• [WHAT TO PRODUCE]:
Any pictures should be dropped; everything else in the records is to be returned exactly.

####################

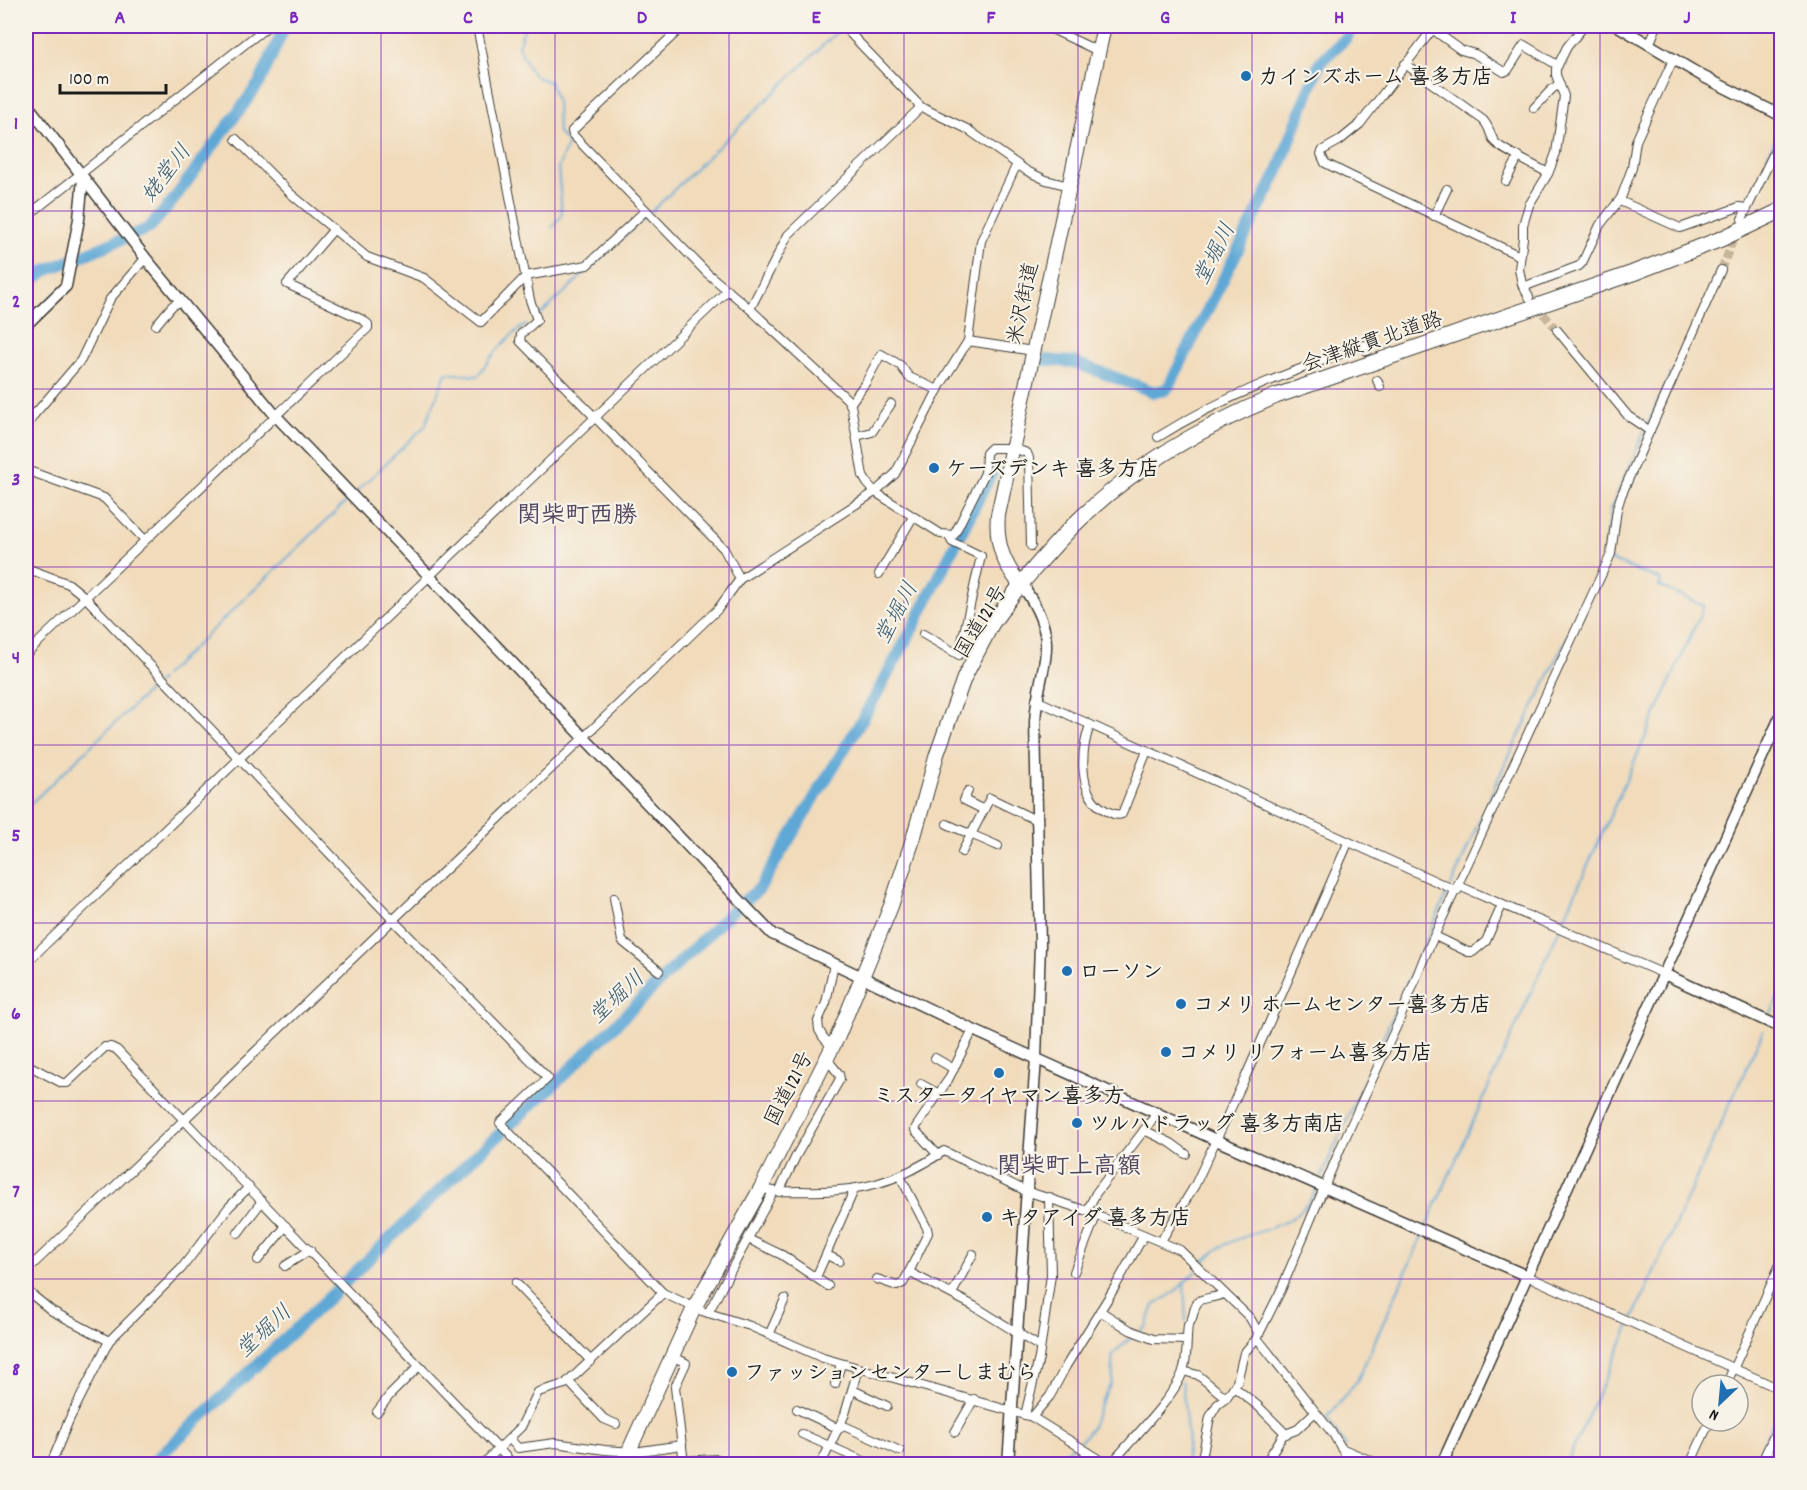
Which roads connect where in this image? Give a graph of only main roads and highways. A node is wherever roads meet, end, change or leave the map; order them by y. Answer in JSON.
{"nodes":[{"id":1,"x":1104,"y":26,"type":"edge"},
{"id":2,"x":1782,"y":210,"type":"edge"},
{"id":3,"x":1782,"y":218,"type":"edge"},
{"id":4,"x":1023,"y":588,"type":"junction"},
{"id":5,"x":974,"y":657,"type":"junction"},
{"id":6,"x":967,"y":672,"type":"junction"},
{"id":7,"x":951,"y":714,"type":"junction"},
{"id":8,"x":626,"y":1458,"type":"edge"}],
"edges":[{"from":1,"to":4,"type":"highway","name":"米沢街道"},
{"from":2,"to":4,"type":"highway","name":"会津縦貫北道路"},
{"from":3,"to":4,"type":"highway","name":"会津縦貫北道路"},
{"from":4,"to":5,"type":"highway","name":"国道121号"},
{"from":4,"to":7,"type":"highway","name":"国道121号"},
{"from":5,"to":6,"type":"highway","name":"国道121号"},
{"from":5,"to":6,"type":"highway"},
{"from":6,"to":7,"type":"highway","name":"国道121号"},
{"from":7,"to":8,"type":"highway","name":"国道121号"}]}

####################

• [FINISHED EXERCISE]:
Which roads connect where in this image? Give a graph of only main roads and highways. A node is wherever roads meet, end, change or leave the map; order them by y. Answer in JSON.
{"nodes":[{"id":1,"x":1104,"y":26,"type":"edge"},
{"id":2,"x":1782,"y":210,"type":"edge"},
{"id":3,"x":1782,"y":218,"type":"edge"},
{"id":4,"x":1023,"y":588,"type":"junction"},
{"id":5,"x":974,"y":657,"type":"junction"},
{"id":6,"x":967,"y":672,"type":"junction"},
{"id":7,"x":951,"y":714,"type":"junction"},
{"id":8,"x":626,"y":1458,"type":"edge"}],
"edges":[{"from":1,"to":4,"type":"highway","name":"米沢街道"},
{"from":2,"to":4,"type":"highway","name":"会津縦貫北道路"},
{"from":3,"to":4,"type":"highway","name":"会津縦貫北道路"},
{"from":4,"to":5,"type":"highway","name":"国道121号"},
{"from":4,"to":7,"type":"highway","name":"国道121号"},
{"from":5,"to":6,"type":"highway","name":"国道121号"},
{"from":5,"to":6,"type":"highway"},
{"from":6,"to":7,"type":"highway","name":"国道121号"},
{"from":7,"to":8,"type":"highway","name":"国道121号"}]}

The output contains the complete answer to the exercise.